What needs to be done
Set the listing down unchanged, minus every embedded image.

------------------------------

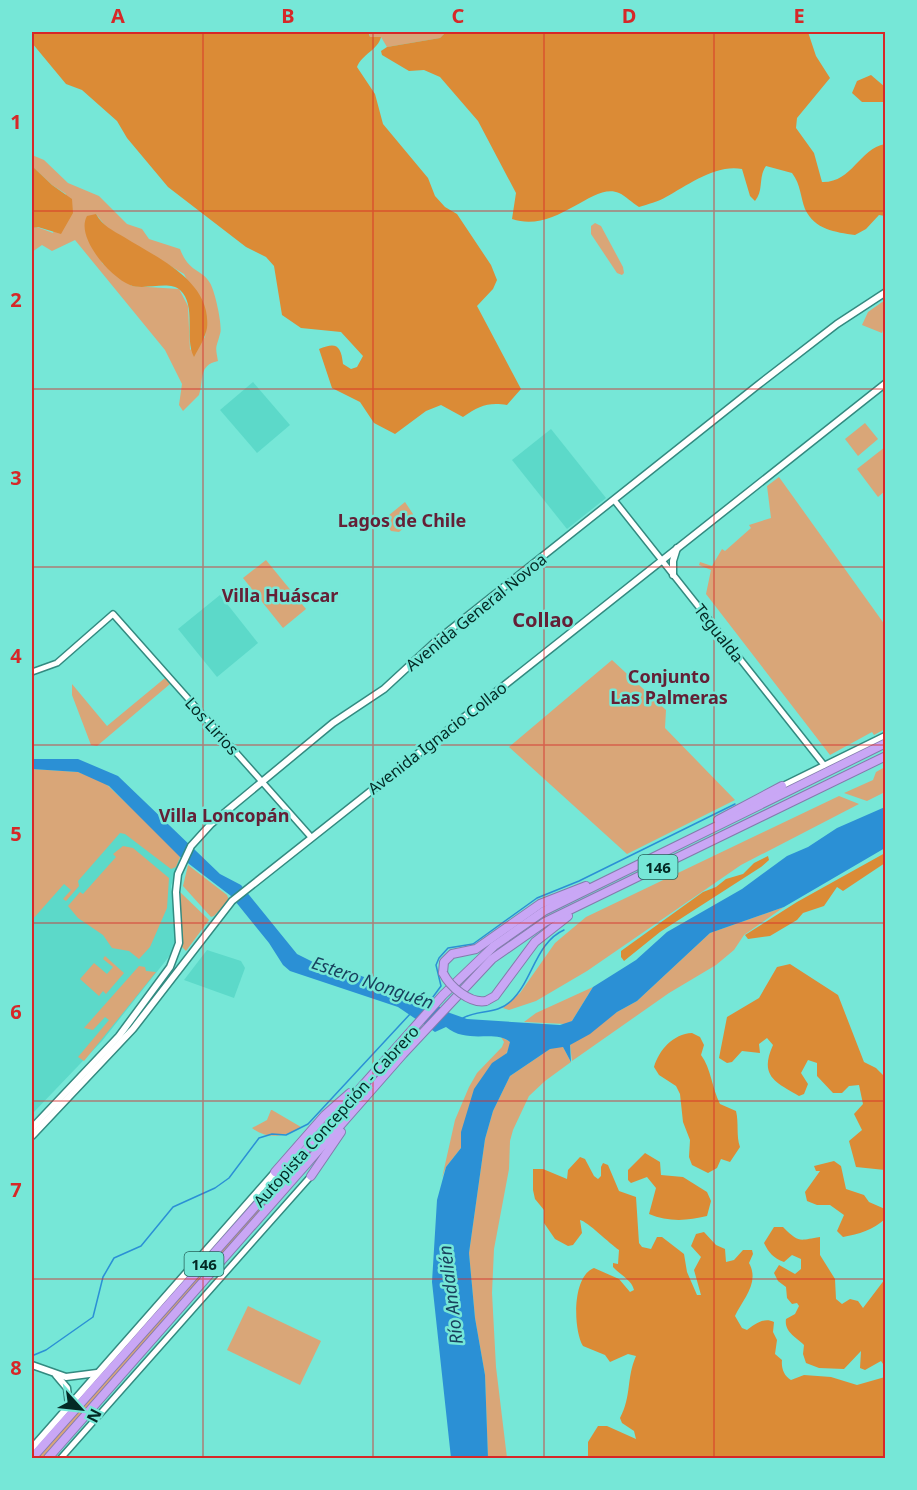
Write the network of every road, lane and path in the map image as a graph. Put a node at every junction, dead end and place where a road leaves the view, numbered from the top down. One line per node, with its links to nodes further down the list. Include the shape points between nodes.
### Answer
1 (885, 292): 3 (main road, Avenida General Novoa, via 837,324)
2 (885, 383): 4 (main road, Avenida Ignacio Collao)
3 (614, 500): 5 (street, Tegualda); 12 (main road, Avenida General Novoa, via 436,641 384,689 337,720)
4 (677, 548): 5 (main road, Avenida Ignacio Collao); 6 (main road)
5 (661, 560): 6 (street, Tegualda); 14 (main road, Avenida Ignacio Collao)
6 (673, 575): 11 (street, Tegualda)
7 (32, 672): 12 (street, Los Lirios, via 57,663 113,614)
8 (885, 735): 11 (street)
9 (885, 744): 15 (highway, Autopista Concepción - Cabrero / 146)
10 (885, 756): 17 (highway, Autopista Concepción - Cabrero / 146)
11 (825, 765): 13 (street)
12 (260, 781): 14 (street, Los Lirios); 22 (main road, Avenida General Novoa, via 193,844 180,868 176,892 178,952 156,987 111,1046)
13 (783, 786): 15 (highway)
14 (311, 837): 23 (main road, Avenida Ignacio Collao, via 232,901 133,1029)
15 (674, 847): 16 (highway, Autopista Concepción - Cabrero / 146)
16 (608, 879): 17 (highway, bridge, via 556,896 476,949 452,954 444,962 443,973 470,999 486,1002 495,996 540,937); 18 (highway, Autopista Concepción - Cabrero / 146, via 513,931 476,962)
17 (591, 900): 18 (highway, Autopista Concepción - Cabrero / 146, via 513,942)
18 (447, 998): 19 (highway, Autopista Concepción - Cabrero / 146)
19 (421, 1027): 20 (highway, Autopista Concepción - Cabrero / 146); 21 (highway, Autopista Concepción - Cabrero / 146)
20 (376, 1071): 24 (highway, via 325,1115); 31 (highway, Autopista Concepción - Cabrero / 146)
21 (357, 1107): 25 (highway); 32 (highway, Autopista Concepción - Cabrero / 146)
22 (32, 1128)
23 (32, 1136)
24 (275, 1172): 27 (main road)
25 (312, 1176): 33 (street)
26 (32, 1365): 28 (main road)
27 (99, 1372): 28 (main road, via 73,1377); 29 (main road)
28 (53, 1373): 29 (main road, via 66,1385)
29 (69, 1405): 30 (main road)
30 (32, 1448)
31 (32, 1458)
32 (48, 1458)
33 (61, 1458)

------------------------------

Result of the task
Write the network of every road, lane and path in the map image as a graph. Put a node at every junction, dead end and place where a road leaves the view, numbered from the top down. One line per node, with its links to nodes further down the list. Include the shape points between nodes.
### Answer
1 (885, 292): 3 (main road, Avenida General Novoa, via 837,324)
2 (885, 383): 4 (main road, Avenida Ignacio Collao)
3 (614, 500): 5 (street, Tegualda); 12 (main road, Avenida General Novoa, via 436,641 384,689 337,720)
4 (677, 548): 5 (main road, Avenida Ignacio Collao); 6 (main road)
5 (661, 560): 6 (street, Tegualda); 14 (main road, Avenida Ignacio Collao)
6 (673, 575): 11 (street, Tegualda)
7 (32, 672): 12 (street, Los Lirios, via 57,663 113,614)
8 (885, 735): 11 (street)
9 (885, 744): 15 (highway, Autopista Concepción - Cabrero / 146)
10 (885, 756): 17 (highway, Autopista Concepción - Cabrero / 146)
11 (825, 765): 13 (street)
12 (260, 781): 14 (street, Los Lirios); 22 (main road, Avenida General Novoa, via 193,844 180,868 176,892 178,952 156,987 111,1046)
13 (783, 786): 15 (highway)
14 (311, 837): 23 (main road, Avenida Ignacio Collao, via 232,901 133,1029)
15 (674, 847): 16 (highway, Autopista Concepción - Cabrero / 146)
16 (608, 879): 17 (highway, bridge, via 556,896 476,949 452,954 444,962 443,973 470,999 486,1002 495,996 540,937); 18 (highway, Autopista Concepción - Cabrero / 146, via 513,931 476,962)
17 (591, 900): 18 (highway, Autopista Concepción - Cabrero / 146, via 513,942)
18 (447, 998): 19 (highway, Autopista Concepción - Cabrero / 146)
19 (421, 1027): 20 (highway, Autopista Concepción - Cabrero / 146); 21 (highway, Autopista Concepción - Cabrero / 146)
20 (376, 1071): 24 (highway, via 325,1115); 31 (highway, Autopista Concepción - Cabrero / 146)
21 (357, 1107): 25 (highway); 32 (highway, Autopista Concepción - Cabrero / 146)
22 (32, 1128)
23 (32, 1136)
24 (275, 1172): 27 (main road)
25 (312, 1176): 33 (street)
26 (32, 1365): 28 (main road)
27 (99, 1372): 28 (main road, via 73,1377); 29 (main road)
28 (53, 1373): 29 (main road, via 66,1385)
29 (69, 1405): 30 (main road)
30 (32, 1448)
31 (32, 1458)
32 (48, 1458)
33 (61, 1458)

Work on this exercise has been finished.